Ms Quigley, aged 25, told the court yesterday that the relationship between John Flaherty and herself was “on and off” for about 10 years.

On the evening of June 19 last year, she met with Mr Murphy and they ended up in her house. Two of her children, aged one and two, were in the house with them. The eldest child was staying with the step-father of Flaherty. She had all three children with Flaherty.

After having some drinks, she and Patrick went up to bed and her son was asleep in the bed at the time.

“Did you become intimate?” Patrick McCarty SC, prosecuting, asked her.

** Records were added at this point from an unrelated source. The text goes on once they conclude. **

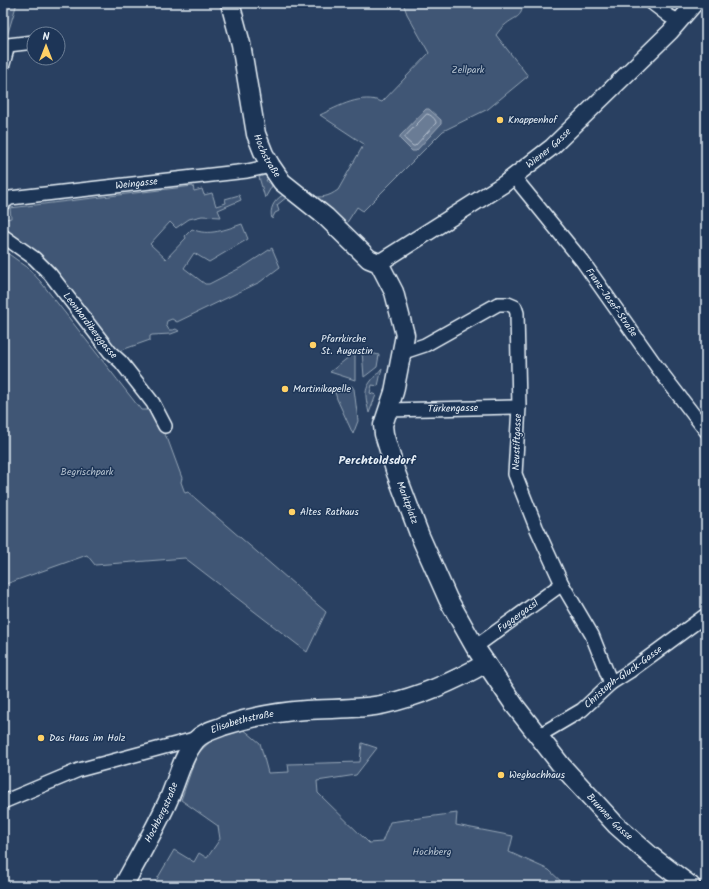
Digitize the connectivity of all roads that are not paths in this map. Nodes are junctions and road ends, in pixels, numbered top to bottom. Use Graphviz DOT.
graph roads {
  1 [pos="230,3"];
  2 [pos="652,3"];
  3 [pos="695,3"];
  4 [pos="679,21"];
  5 [pos="26,43"];
  6 [pos="3,64"];
  7 [pos="271,166"];
  8 [pos="514,177"];
  9 [pos="3,203"];
  10 [pos="3,236"];
  11 [pos="378,263"];
  12 [pos="401,353"];
  13 [pos="519,407"];
  14 [pos="388,410"];
  15 [pos="165,426"];
  16 [pos="706,431"];
  17 [pos="562,584"];
  18 [pos="706,615"];
  19 [pos="475,647"];
  20 [pos="486,663"];
  21 [pos="611,684"];
  22 [pos="538,736"];
  23 [pos="198,738"];
  24 [pos="3,802"];
  25 [pos="123,886"];
  26 [pos="691,886"];
  1 -- 7 [label="main road, Hochstraße"];
  2 -- 4 [label="street"];
  3 -- 4 [label="street, Wiener Gasse"];
  4 -- 8 [label="street, Wiener Gasse"];
  5 -- 6 [label="street"];
  7 -- 9 [label="street, Weingasse"];
  7 -- 11 [label="main road, Hochstraße"];
  8 -- 11 [label="street, Wiener Gasse"];
  8 -- 16 [label="street, Franz-Josef-Straße"];
  10 -- 15 [label="street, Leonhardiberggasse"];
  11 -- 12 [label="main road, Marktplatz"];
  12 -- 13 [label="street, Neustiftgasse"];
  12 -- 14 [label="main road, Marktplatz"];
  13 -- 14 [label="street, Türkengasse"];
  13 -- 17 [label="street, Neustiftgasse"];
  14 -- 19 [label="main road, Marktplatz"];
  17 -- 19 [label="street, Fuggergassl"];
  17 -- 21 [label="street, Neustiftgasse"];
  18 -- 21 [label="street, Christoph-Gluck-Gasse"];
  19 -- 20 [label="main road, Marktplatz"];
  20 -- 22 [label="main road, Brunner Gasse"];
  20 -- 23 [label="main road, Elisabethstraße"];
  21 -- 22 [label="street, Christoph-Gluck-Gasse"];
  22 -- 26 [label="main road, Brunner Gasse"];
  23 -- 24 [label="street, Elisabethstraße"];
  23 -- 25 [label="main road, Hochbergstraße"];
}
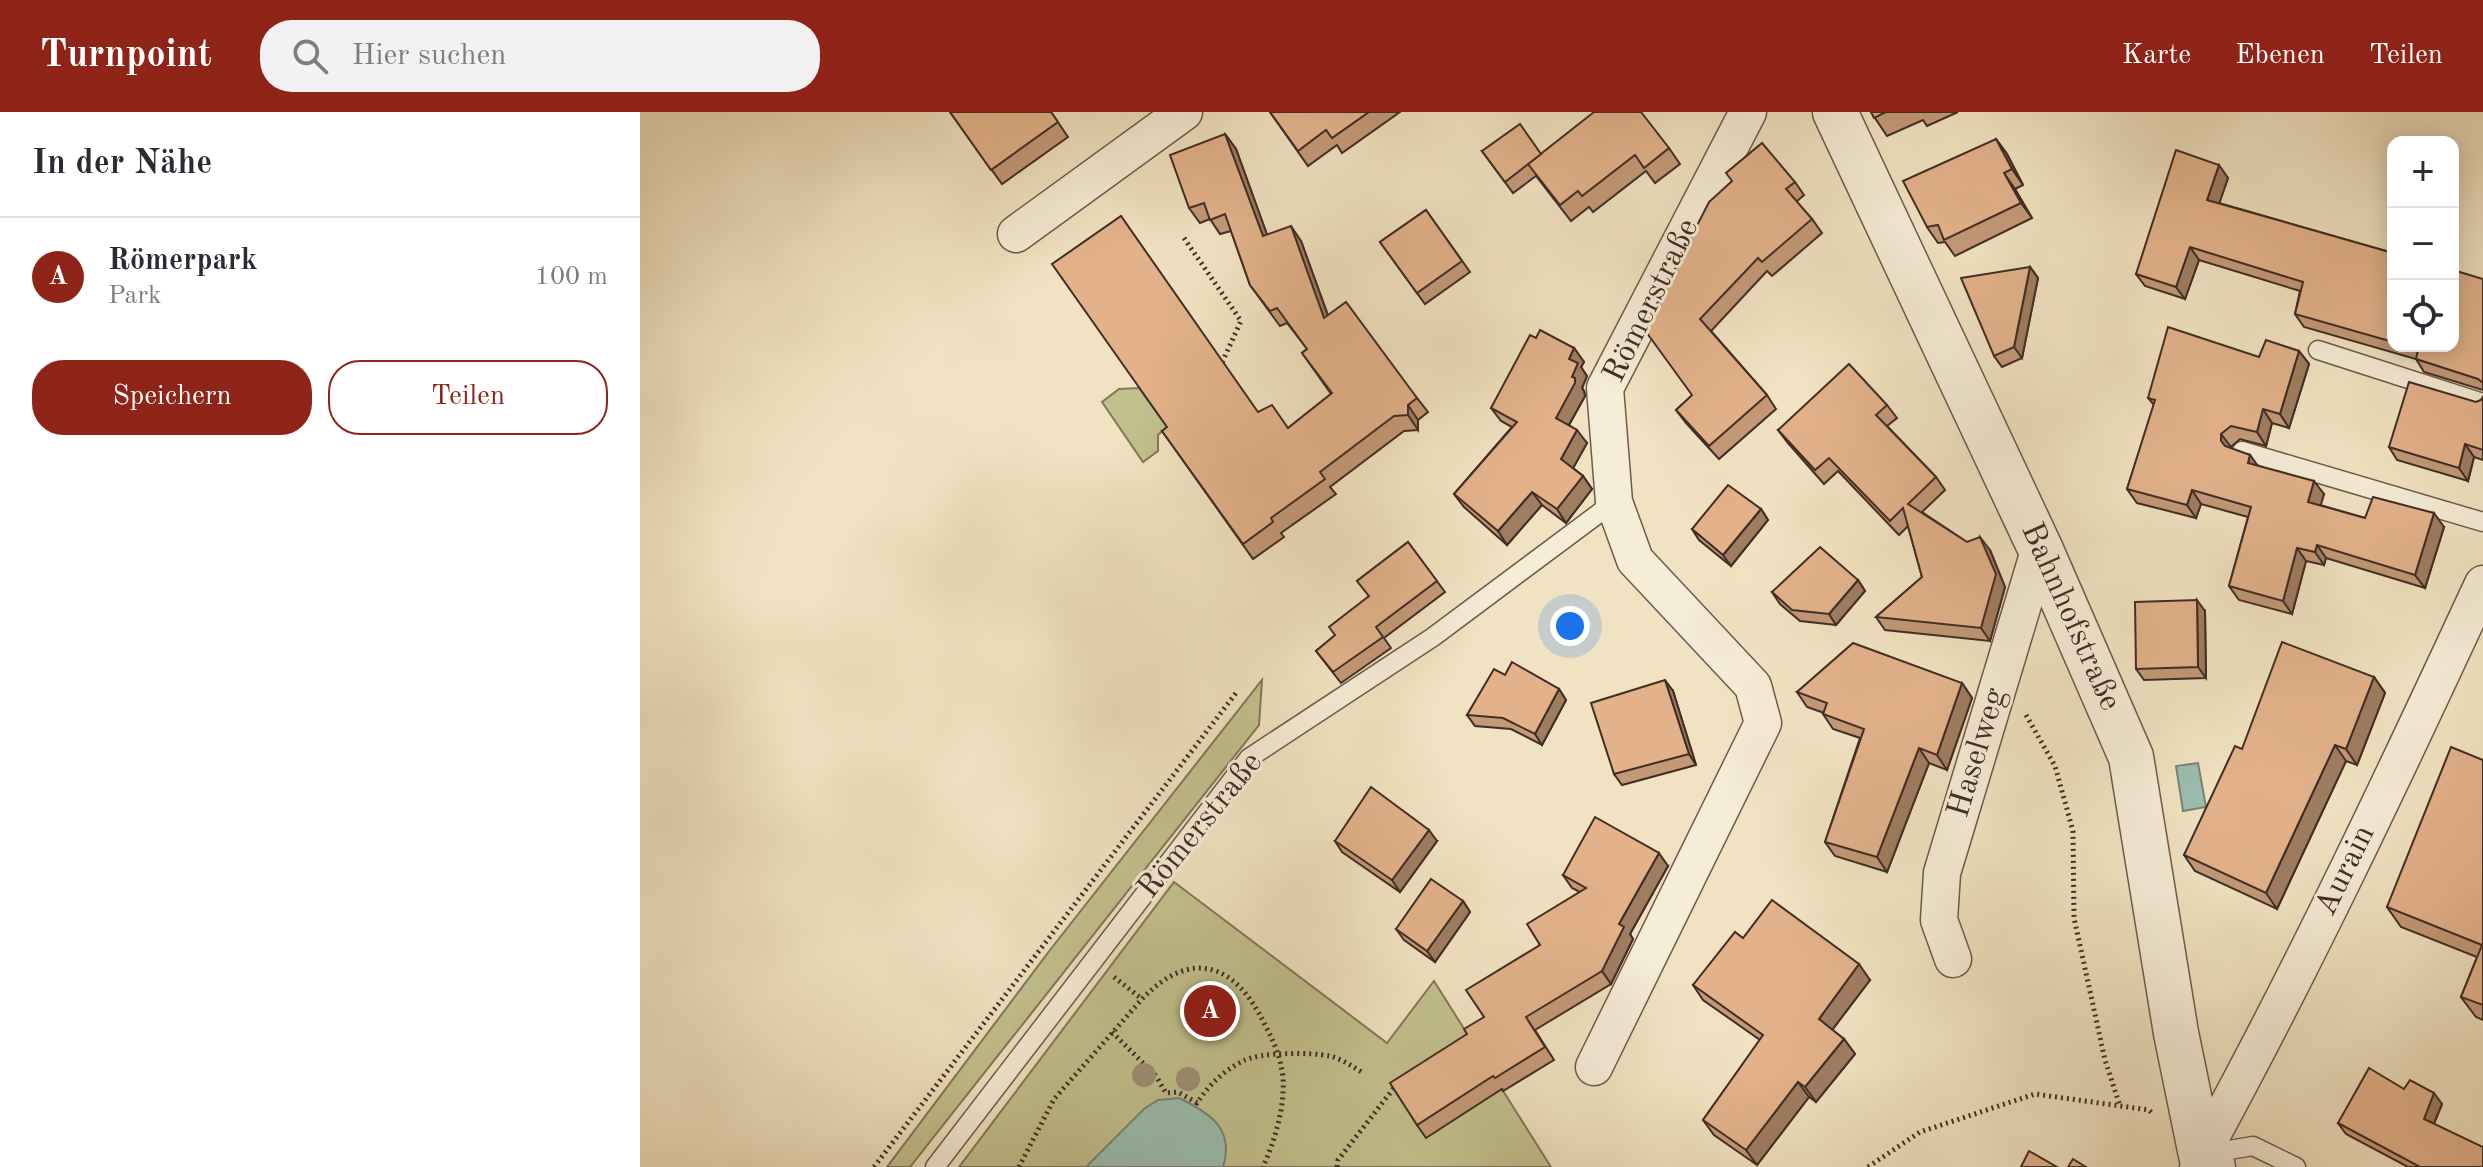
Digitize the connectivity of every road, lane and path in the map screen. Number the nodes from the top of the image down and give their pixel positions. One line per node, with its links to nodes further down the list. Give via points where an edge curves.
1 (1184, 112): 4 (street)
2 (1748, 112): 10 (street, Römerstraße, via 1605,388)
3 (1835, 112): 12 (street, Bahnhofstraße)
4 (1016, 234)
5 (1184, 238): 7 (path, via 1241,321)
6 (2318, 350): 8 (lane)
7 (1216, 374)
8 (2483, 403)
9 (2242, 451): 11 (lane)
10 (1614, 502): 17 (lane, Römerstraße, via 1433,637 1249,758); 21 (street, Römerstraße, via 1635,560 1753,686 1763,723)
11 (2483, 522)
12 (2040, 548): 14 (street, Haselweg); 25 (street, Bahnhofstraße, via 2131,757 2176,1033)
13 (2483, 584): 25 (street, Aurain)
14 (2002, 672): 16 (street, Haselweg, via 1942,873 1939,920); 24 (path, via 2055,766 2073,831 2074,918)
15 (1236, 693): 26 (path)
16 (1953, 959)
17 (1094, 961): 18 (path); 27 (lane, Römerstraße)
18 (1142, 999): 19 (path); 20 (path, via 1162,980 1188,969 1222,973 1253,1001)
19 (1112, 1032): 20 (path, via 1166,1093 1178,1092 1197,1103 1217,1078 1246,1059); 28 (path, via 1054,1099)
20 (1279, 1055): 22 (path, via 1330,1056); 29 (path, via 1282,1106)
21 (1594, 1067)
22 (1363, 1073)
23 (1408, 1076): 30 (path, via 1365,1124)
24 (2120, 1106): 25 (path, via 2149,1110); 31 (path, via 2035,1094 1920,1132)
25 (2204, 1163): 32 (lane, via 2253,1146)
26 (874, 1167)
27 (935, 1167)
28 (1019, 1167)
29 (1263, 1167)
30 (1337, 1167)
31 (1868, 1167)
32 (2296, 1167)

“Yes,” she said, adding that they did not continue. “I stopped it. After that, we were just talking for a few minutes and then fell asleep.”

When she woke, she saw Flaherty — to whom she had previously given a key — in the room and heard a thumping noise. Mr Murphy ran out of the room, Flaherty followed him and she heard Mr Murphy saying, “please John stop, please John stop”.

She went into her other child’s bedroom and, after some minutes, Flaherty came in and punched her a number of times and hit her with a knife on the leg, before going back downstairs.

“I could hear John shouting again and could hear Patrick again, begging him to stop.”

She initially told gardaí Mr Murphy was sleeping downstairs while she slept upstairs because she was embarrassed, in shock, and thought her family would be ashamed. She later told gardaí the truth.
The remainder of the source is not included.